Records from a data source:
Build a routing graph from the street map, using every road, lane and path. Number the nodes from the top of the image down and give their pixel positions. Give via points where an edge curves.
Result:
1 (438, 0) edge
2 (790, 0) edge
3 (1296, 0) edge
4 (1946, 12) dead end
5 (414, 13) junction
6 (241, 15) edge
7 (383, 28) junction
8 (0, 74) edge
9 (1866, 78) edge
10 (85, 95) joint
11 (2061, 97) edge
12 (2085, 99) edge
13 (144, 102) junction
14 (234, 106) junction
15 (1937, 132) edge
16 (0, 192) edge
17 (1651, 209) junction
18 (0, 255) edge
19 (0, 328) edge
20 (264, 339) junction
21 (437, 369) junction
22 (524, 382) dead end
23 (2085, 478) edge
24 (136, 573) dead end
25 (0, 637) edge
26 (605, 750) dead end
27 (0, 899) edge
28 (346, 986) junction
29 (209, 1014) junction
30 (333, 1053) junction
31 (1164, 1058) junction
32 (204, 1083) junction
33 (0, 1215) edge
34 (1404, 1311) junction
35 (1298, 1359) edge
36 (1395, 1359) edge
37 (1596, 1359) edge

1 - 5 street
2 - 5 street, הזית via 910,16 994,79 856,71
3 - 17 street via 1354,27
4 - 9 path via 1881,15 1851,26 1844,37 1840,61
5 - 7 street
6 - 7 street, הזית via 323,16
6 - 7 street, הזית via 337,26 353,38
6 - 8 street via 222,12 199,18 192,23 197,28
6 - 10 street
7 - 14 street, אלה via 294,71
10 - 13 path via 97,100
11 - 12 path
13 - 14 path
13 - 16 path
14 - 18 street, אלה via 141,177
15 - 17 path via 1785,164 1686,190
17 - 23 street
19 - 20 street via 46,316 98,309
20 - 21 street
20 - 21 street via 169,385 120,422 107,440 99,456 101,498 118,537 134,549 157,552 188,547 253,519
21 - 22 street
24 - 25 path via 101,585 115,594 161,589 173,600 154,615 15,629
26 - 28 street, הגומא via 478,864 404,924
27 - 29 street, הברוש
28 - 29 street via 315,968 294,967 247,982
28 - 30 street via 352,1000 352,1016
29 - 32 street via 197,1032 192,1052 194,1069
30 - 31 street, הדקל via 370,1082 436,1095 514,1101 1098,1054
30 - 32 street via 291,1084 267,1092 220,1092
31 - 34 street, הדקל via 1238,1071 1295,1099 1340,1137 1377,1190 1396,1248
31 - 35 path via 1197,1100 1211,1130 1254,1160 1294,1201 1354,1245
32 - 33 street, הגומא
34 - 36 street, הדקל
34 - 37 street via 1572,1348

→ **Instructions to follow**: Lines from the records above that hold "הזית" are the ones to list.

→ **Answer to this exercise**:
2 - 5 street, הזית via 910,16 994,79 856,71
6 - 7 street, הזית via 323,16
6 - 7 street, הזית via 337,26 353,38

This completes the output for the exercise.